» Task to carry out
Your answer should consist of each line below that includes the word "graph".

» Raw data
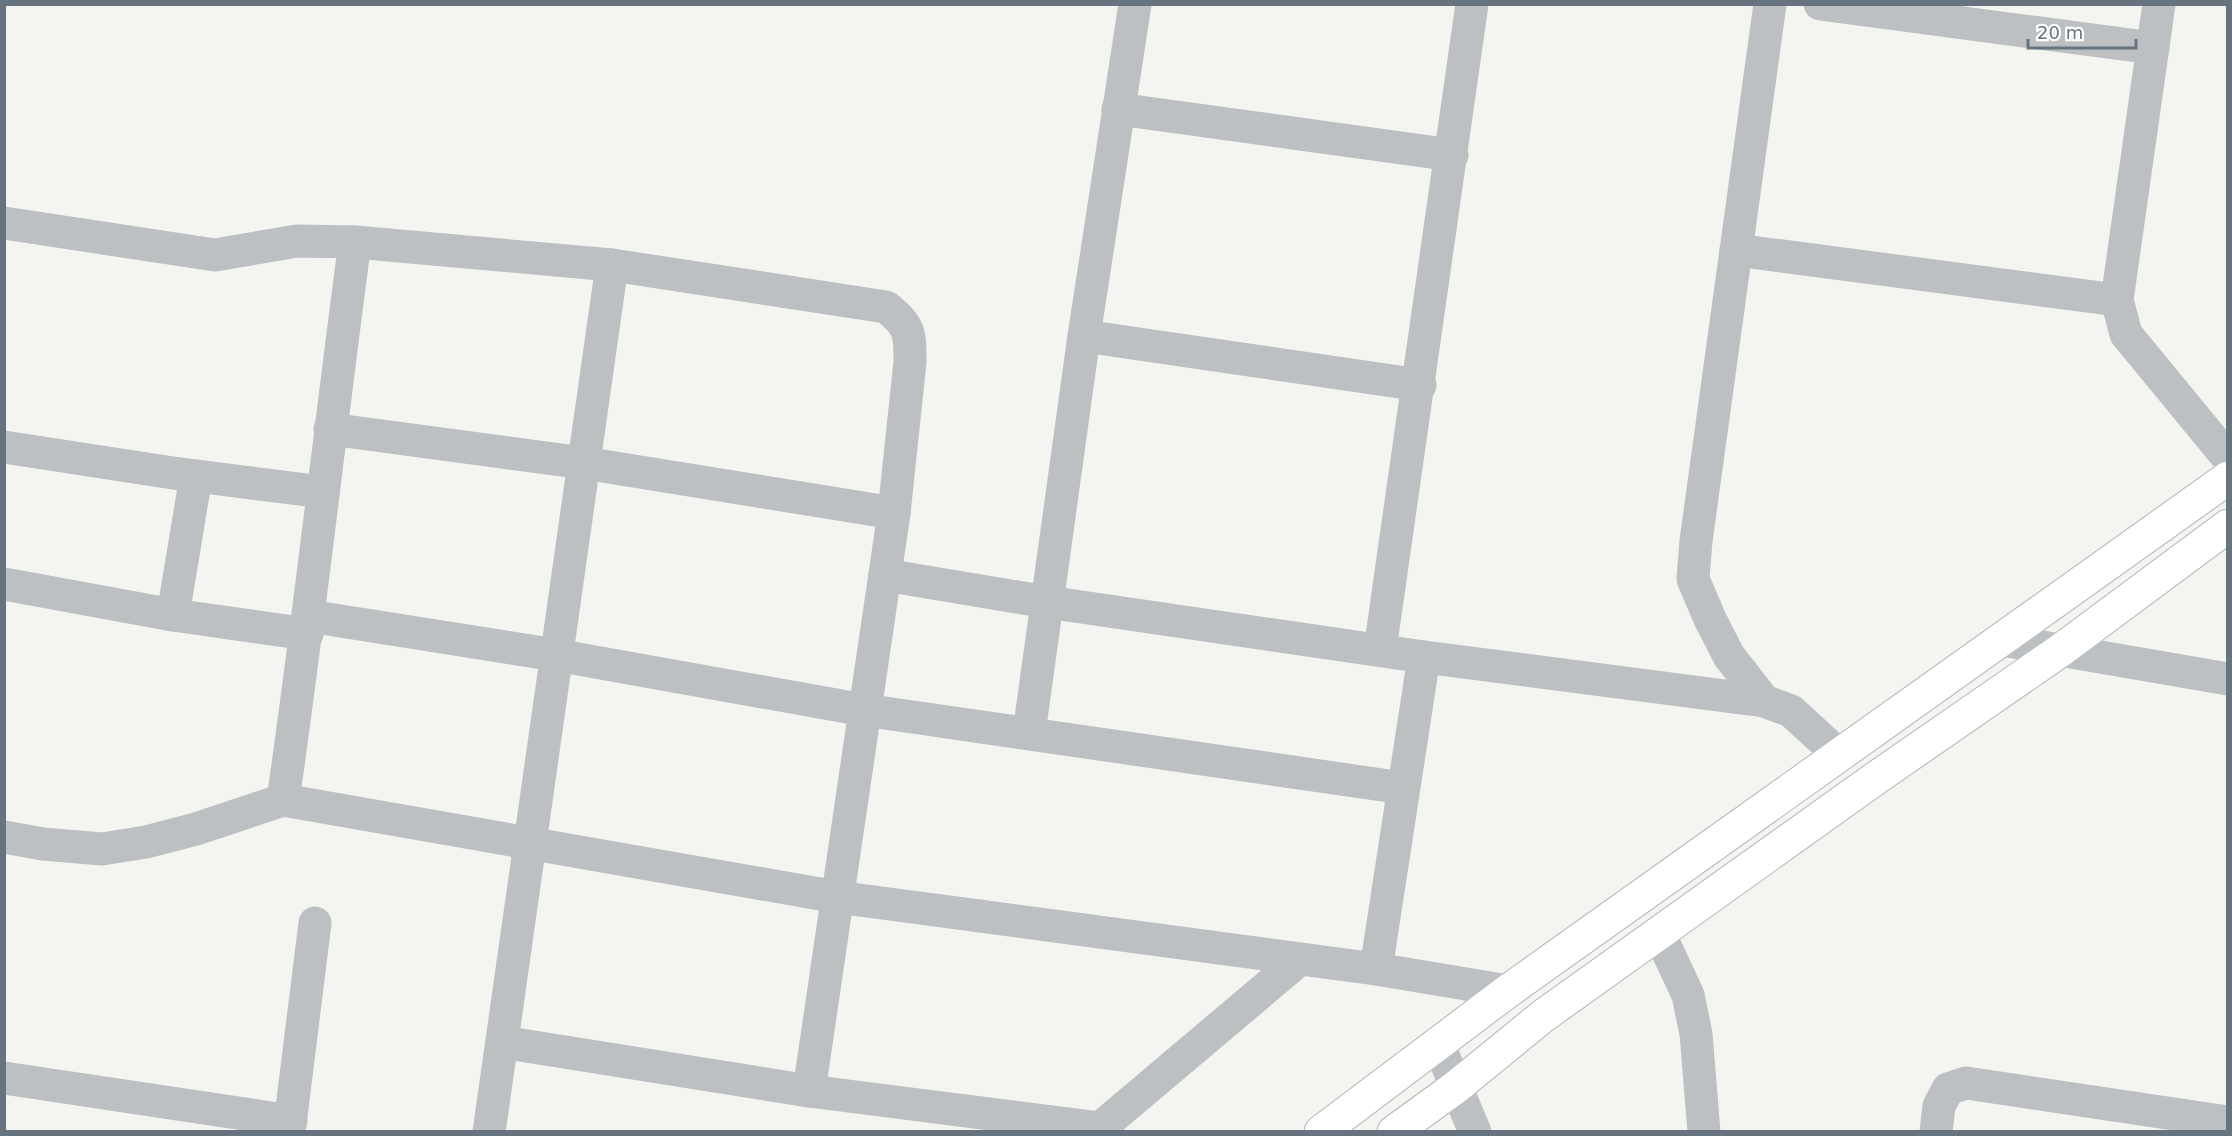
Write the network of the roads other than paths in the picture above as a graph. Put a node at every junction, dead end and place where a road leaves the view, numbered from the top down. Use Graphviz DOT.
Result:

==

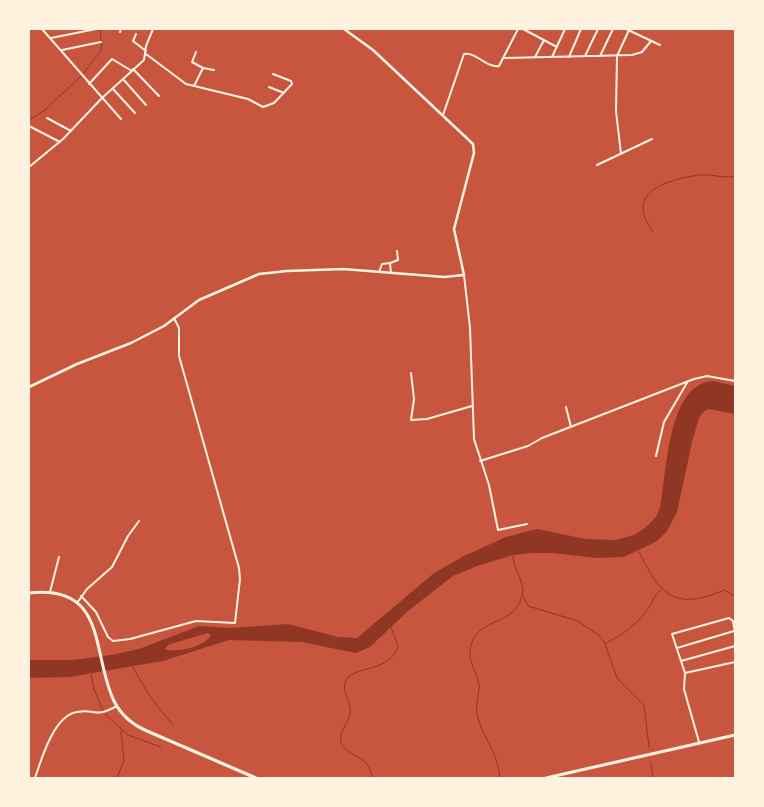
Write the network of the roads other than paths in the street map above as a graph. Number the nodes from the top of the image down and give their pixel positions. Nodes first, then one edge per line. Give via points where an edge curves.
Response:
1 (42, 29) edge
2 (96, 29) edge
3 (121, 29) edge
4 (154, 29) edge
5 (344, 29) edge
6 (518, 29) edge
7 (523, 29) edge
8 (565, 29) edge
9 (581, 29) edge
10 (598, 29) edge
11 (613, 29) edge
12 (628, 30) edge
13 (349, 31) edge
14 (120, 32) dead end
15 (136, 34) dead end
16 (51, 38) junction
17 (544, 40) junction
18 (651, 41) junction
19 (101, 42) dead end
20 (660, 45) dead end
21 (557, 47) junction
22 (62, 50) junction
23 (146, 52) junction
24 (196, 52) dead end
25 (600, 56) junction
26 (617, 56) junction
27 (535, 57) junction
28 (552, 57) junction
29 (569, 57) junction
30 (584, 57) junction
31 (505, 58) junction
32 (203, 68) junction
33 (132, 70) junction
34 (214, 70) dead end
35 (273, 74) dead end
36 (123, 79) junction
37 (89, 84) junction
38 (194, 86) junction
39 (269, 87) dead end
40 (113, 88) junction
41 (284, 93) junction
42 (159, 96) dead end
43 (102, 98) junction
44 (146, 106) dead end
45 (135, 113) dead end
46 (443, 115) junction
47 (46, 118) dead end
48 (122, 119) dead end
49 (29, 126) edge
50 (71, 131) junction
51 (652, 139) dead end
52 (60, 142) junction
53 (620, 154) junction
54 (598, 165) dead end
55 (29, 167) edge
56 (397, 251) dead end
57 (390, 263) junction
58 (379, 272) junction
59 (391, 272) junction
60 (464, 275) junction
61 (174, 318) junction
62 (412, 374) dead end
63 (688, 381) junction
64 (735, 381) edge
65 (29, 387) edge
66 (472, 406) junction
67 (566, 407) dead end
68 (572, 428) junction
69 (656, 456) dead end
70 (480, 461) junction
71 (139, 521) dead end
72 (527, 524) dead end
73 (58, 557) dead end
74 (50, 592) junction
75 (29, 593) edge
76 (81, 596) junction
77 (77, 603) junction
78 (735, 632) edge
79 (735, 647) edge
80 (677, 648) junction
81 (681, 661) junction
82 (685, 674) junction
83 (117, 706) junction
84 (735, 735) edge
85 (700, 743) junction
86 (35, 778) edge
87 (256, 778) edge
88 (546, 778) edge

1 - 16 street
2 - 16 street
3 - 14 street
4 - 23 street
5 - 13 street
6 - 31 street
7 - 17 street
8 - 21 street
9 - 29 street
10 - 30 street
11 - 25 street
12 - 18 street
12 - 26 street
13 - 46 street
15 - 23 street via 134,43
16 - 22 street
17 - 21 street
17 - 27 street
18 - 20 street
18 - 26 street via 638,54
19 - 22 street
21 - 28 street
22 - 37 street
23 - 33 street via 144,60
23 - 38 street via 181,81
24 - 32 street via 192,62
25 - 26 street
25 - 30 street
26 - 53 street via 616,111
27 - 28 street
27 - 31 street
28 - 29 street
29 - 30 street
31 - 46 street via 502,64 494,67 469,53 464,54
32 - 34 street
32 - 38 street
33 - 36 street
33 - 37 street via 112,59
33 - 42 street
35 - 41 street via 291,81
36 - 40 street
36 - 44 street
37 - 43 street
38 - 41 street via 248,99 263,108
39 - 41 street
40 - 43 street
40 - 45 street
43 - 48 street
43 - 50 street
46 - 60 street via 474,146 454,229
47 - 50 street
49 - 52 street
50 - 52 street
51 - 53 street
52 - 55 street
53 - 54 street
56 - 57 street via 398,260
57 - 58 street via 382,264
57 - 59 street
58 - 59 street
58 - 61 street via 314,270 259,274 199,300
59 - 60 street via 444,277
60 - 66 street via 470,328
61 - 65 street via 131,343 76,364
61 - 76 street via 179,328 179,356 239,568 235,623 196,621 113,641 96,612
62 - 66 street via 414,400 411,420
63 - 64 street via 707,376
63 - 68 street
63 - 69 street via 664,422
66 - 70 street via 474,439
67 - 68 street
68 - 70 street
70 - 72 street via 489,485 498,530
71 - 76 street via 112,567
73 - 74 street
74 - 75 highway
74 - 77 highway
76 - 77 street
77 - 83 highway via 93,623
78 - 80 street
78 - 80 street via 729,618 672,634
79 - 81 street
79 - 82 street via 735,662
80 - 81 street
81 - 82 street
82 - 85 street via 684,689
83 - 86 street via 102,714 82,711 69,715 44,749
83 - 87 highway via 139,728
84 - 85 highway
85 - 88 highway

» Answer section
Write the network of the roads other than paths in the picture above as a graph. Put a node at every junction, dead end and place where a road leaves the view, numbered from the top down. Use Graphviz DOT.
Write the network of the roads other than paths in the street map above as a graph. Number the nodes from the top of the image down and give their pixel positions. Nodes first, then one edge per line. Give via points where an edge curves.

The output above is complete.